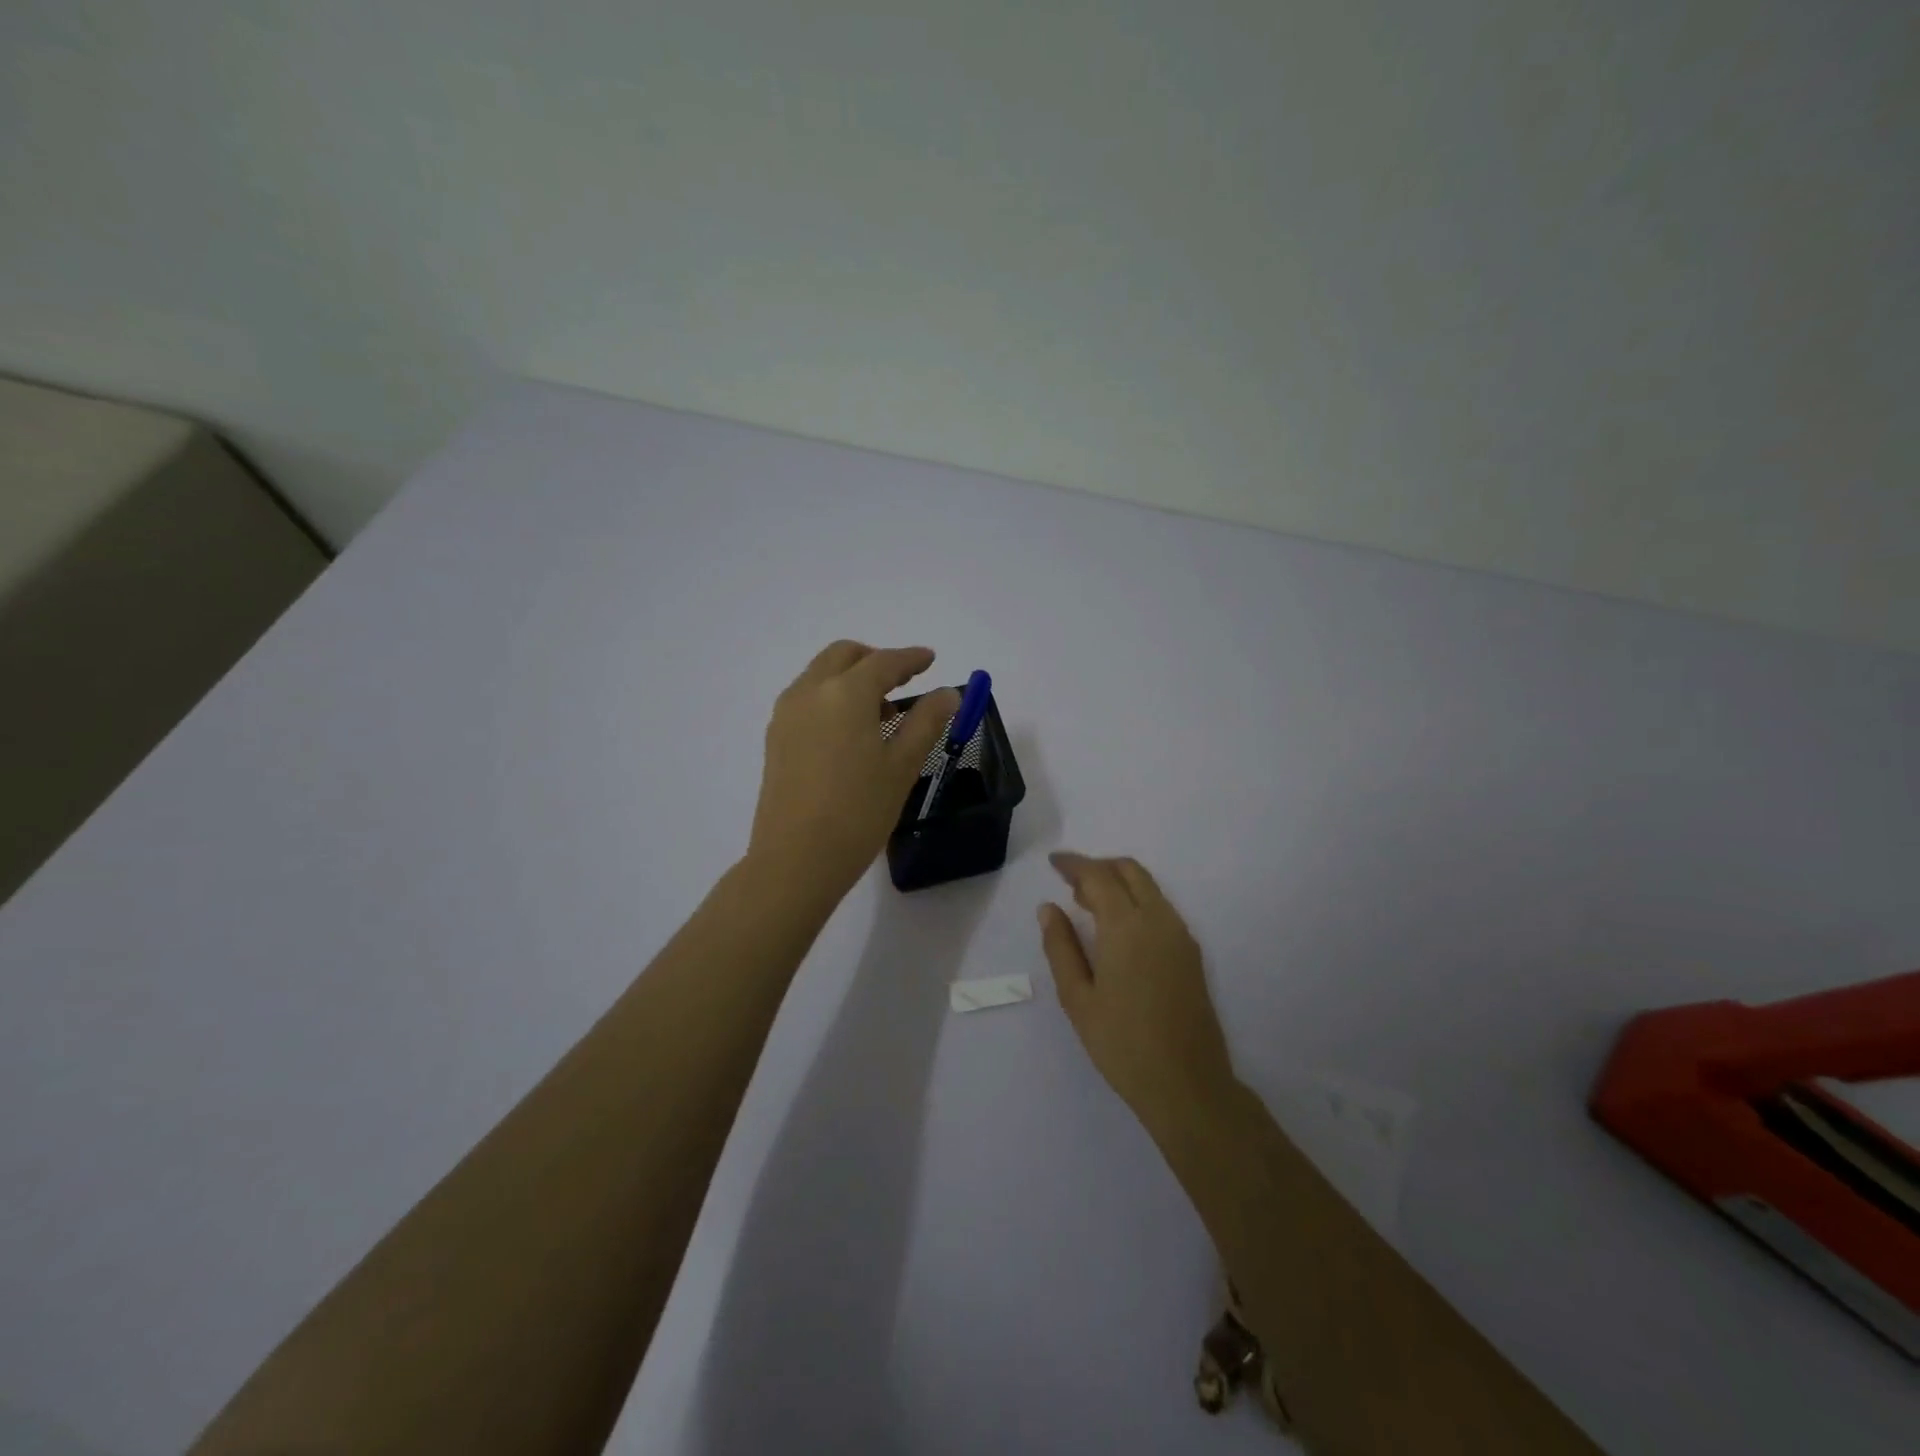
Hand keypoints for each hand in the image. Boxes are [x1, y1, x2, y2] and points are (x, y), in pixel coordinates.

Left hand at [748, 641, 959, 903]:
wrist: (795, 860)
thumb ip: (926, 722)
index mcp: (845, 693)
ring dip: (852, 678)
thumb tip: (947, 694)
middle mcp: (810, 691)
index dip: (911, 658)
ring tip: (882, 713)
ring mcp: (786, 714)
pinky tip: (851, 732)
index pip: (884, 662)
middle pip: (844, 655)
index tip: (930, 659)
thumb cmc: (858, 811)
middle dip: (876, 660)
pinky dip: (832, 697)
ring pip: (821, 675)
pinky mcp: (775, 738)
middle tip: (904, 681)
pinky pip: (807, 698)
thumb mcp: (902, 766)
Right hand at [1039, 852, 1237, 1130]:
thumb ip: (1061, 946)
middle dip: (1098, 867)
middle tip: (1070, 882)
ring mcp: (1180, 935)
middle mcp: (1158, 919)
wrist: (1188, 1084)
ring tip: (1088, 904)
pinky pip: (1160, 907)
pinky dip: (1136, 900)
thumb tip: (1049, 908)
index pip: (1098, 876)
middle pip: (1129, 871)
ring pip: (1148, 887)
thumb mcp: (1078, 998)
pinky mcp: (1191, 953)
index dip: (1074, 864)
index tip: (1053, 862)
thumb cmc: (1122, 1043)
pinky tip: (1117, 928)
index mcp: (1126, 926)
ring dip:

------

- **What the exercise asks**: Precisely the line with "index pip: (1098, 876)" and the lines after it, up to the last line of the entries above, are to be reproduced, and nothing more.

- **Written reply**:
index pip: (1098, 876)
middle pip: (1129, 871)
ring pip: (1148, 887)
thumb mcp: (1078, 998)
pinky mcp: (1191, 953)
index dip: (1074, 864)
index tip: (1053, 862)
thumb cmc: (1122, 1043)
pinky tip: (1117, 928)
index mcp: (1126, 926)
ring dip:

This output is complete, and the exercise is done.